ABOUT THIS EXERCISE: Write out exactly the lines below that run from the line containing "Extract the road graph of this" through the last line of the records.

PROVIDED MATERIAL:
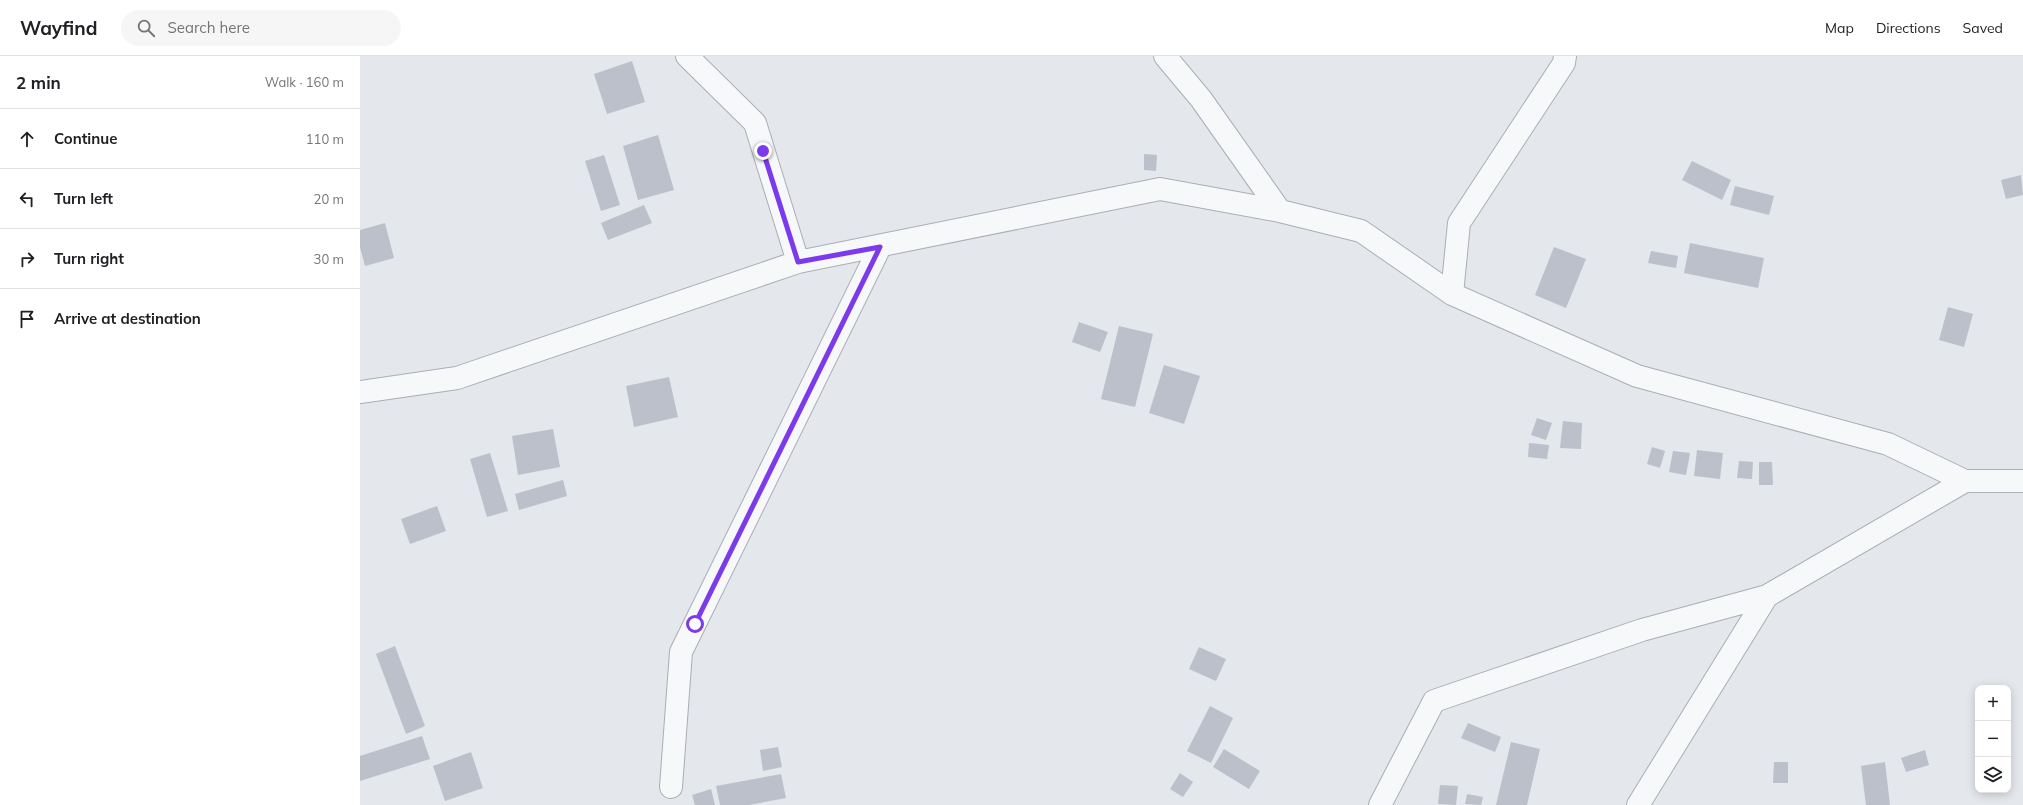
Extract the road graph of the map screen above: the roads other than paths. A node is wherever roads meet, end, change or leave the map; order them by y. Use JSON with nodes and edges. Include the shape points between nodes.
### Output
{"nodes":[{"id":1,"x":687,"y":56,"type":"edge"},
{"id":2,"x":1165,"y":56,"type":"edge"},
{"id":3,"x":1565,"y":56,"type":"edge"},
{"id":4,"x":1280,"y":210,"type":"junction"},
{"id":5,"x":880,"y":247,"type":"junction"},
{"id":6,"x":798,"y":262,"type":"junction"},
{"id":7,"x":1452,"y":294,"type":"junction"},
{"id":8,"x":360,"y":392,"type":"edge"},
{"id":9,"x":1965,"y":481,"type":"junction"},
{"id":10,"x":2023,"y":481,"type":"edge"},
{"id":11,"x":1767,"y":596,"type":"junction"},
{"id":12,"x":671,"y":787,"type":"dead end"},
{"id":13,"x":1380,"y":805,"type":"edge"},
{"id":14,"x":1638,"y":805,"type":"edge"}],
"edges":[{"from":1,"to":6,"type":"street","via":[[755,123]]},
{"from":2,"to":4,"type":"street","via":[[1202,99]]},
{"from":3,"to":7,"type":"street","via":[[1564,63],[1459,223]]},
{"from":4,"to":5,"type":"street","via":[[1160,189]]},
{"from":4,"to":7,"type":"street","via":[[1361,231]]},
{"from":5,"to":6,"type":"street"},
{"from":5,"to":12,"type":"street","via":[[681,652]]},
{"from":6,"to":8,"type":"street","via":[[457,378]]},
{"from":7,"to":9,"type":"street","via":[[1637,376],[1888,444]]},
{"from":9,"to":10,"type":"street"},
{"from":9,"to":11,"type":"street"},
{"from":11,"to":13,"type":"street","via":[[1642,630],[1434,701]]},
{"from":11,"to":14,"type":"street"}]}
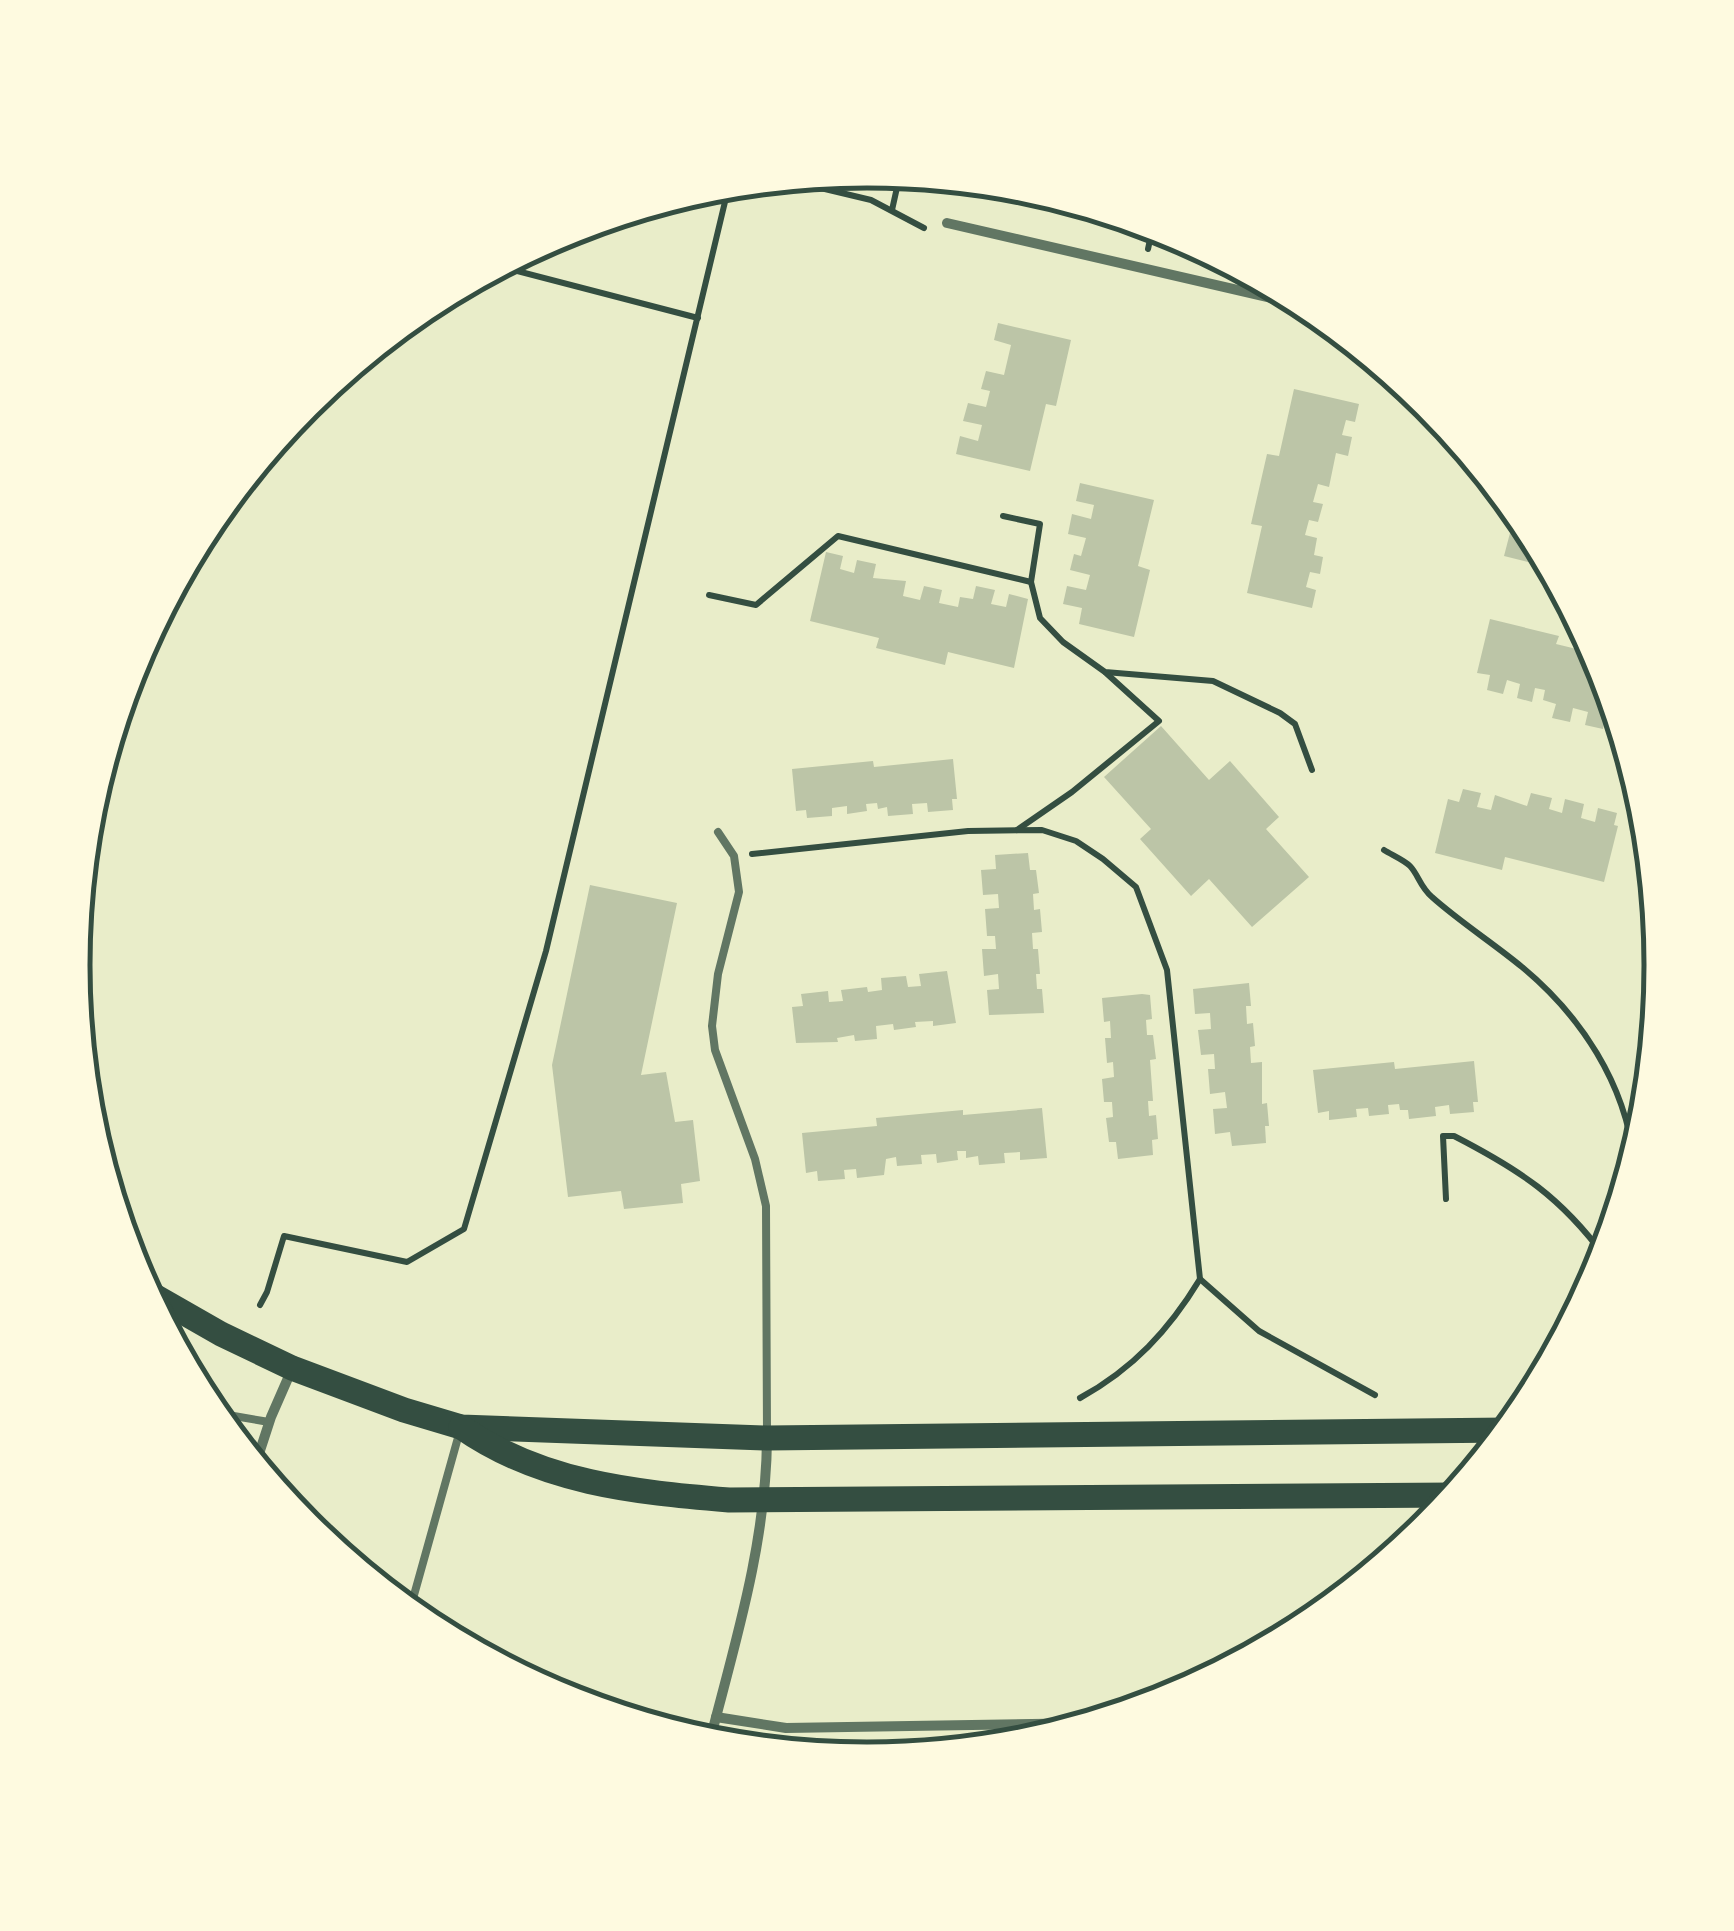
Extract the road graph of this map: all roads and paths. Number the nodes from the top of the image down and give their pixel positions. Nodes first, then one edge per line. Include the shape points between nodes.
1 (897, 189) edge
2 (828, 190) edge
3 (725, 201) edge
4 (892, 210) junction
5 (947, 223) dead end
6 (930, 230) dead end
7 (519, 271) edge
8 (1258, 294) edge
9 (698, 318) junction
10 (1004, 516) dead end
11 (1030, 582) junction
12 (708, 595) dead end
13 (1106, 672) junction
14 (1312, 770) dead end
15 (1017, 830) junction
16 (718, 832) dead end
17 (1384, 850) dead end
18 (734, 856) junction
19 (1628, 1123) edge
20 (1446, 1199) dead end
21 (1593, 1241) edge
22 (1200, 1279) junction
23 (167, 1303) edge
24 (260, 1304) dead end
25 (292, 1368) junction
26 (1375, 1395) dead end
27 (1080, 1398) dead end
28 (235, 1417) edge
29 (269, 1422) junction
30 (461, 1427) junction
31 (1489, 1430) edge
32 (768, 1438) junction
33 (260, 1450) edge
34 (1435, 1495) edge
35 (765, 1501) junction
36 (413, 1596) edge
37 (716, 1717) junction
38 (1035, 1724) edge
39 (713, 1728) edge

1 - 4 path
2 - 4 path
3 - 9 path
4 - 6 path
5 - 8 street
7 - 9 path
9 - 24 path via 546,951 464,1228 406,1262 284,1236
10 - 11 path via 1040,524
11 - 12 path via 838,536 756,605
11 - 13 path via 1040,618
13 - 14 path via 1213,681 1230,689 1294,724
13 - 15 path via 1159,720
15 - 18 path
15 - 22 path via 1076,840 1103,859 1136,887 1155,930 1168,970
16 - 18 lane
17 - 19 path via 1569,1011 1616,1084
18 - 32 lane via 738,892 712,1026 766,1206
20 - 21 path via 1443,1136 1454,1136 1540,1185
22 - 26 path via 1259,1331
22 - 27 path via 1132,1365
23 - 25 main road
25 - 29 street
25 - 30 main road
28 - 29 lane
29 - 33 street
30 - 32 main road
30 - 35 main road via 500,1452 568,1478
30 - 36 lane
31 - 32 main road
32 - 35 street
34 - 35 main road
35 - 37 street
37 - 38 street via 786,1728
37 - 39 street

RESPONSE TO THE EXERCISE:
Extract the road graph of this map: all roads and paths. Number the nodes from the top of the image down and give their pixel positions. Nodes first, then one edge per line. Include the shape points between nodes.
1 (897, 189) edge
2 (828, 190) edge
3 (725, 201) edge
4 (892, 210) junction
5 (947, 223) dead end
6 (930, 230) dead end
7 (519, 271) edge
8 (1258, 294) edge
9 (698, 318) junction
10 (1004, 516) dead end
11 (1030, 582) junction
12 (708, 595) dead end
13 (1106, 672) junction
14 (1312, 770) dead end
15 (1017, 830) junction
16 (718, 832) dead end
17 (1384, 850) dead end
18 (734, 856) junction
19 (1628, 1123) edge
20 (1446, 1199) dead end
21 (1593, 1241) edge
22 (1200, 1279) junction
23 (167, 1303) edge
24 (260, 1304) dead end
25 (292, 1368) junction
26 (1375, 1395) dead end
27 (1080, 1398) dead end
28 (235, 1417) edge
29 (269, 1422) junction
30 (461, 1427) junction
31 (1489, 1430) edge
32 (768, 1438) junction
33 (260, 1450) edge
34 (1435, 1495) edge
35 (765, 1501) junction
36 (413, 1596) edge
37 (716, 1717) junction
38 (1035, 1724) edge
39 (713, 1728) edge

1 - 4 path
2 - 4 path
3 - 9 path
4 - 6 path
5 - 8 street
7 - 9 path
9 - 24 path via 546,951 464,1228 406,1262 284,1236
10 - 11 path via 1040,524
11 - 12 path via 838,536 756,605
11 - 13 path via 1040,618
13 - 14 path via 1213,681 1230,689 1294,724
13 - 15 path via 1159,720
15 - 18 path
15 - 22 path via 1076,840 1103,859 1136,887 1155,930 1168,970
16 - 18 lane
17 - 19 path via 1569,1011 1616,1084
18 - 32 lane via 738,892 712,1026 766,1206
20 - 21 path via 1443,1136 1454,1136 1540,1185
22 - 26 path via 1259,1331
22 - 27 path via 1132,1365
23 - 25 main road
25 - 29 street
25 - 30 main road
28 - 29 lane
29 - 33 street
30 - 32 main road
30 - 35 main road via 500,1452 568,1478
30 - 36 lane
31 - 32 main road
32 - 35 street
34 - 35 main road
35 - 37 street
37 - 38 street via 786,1728
37 - 39 street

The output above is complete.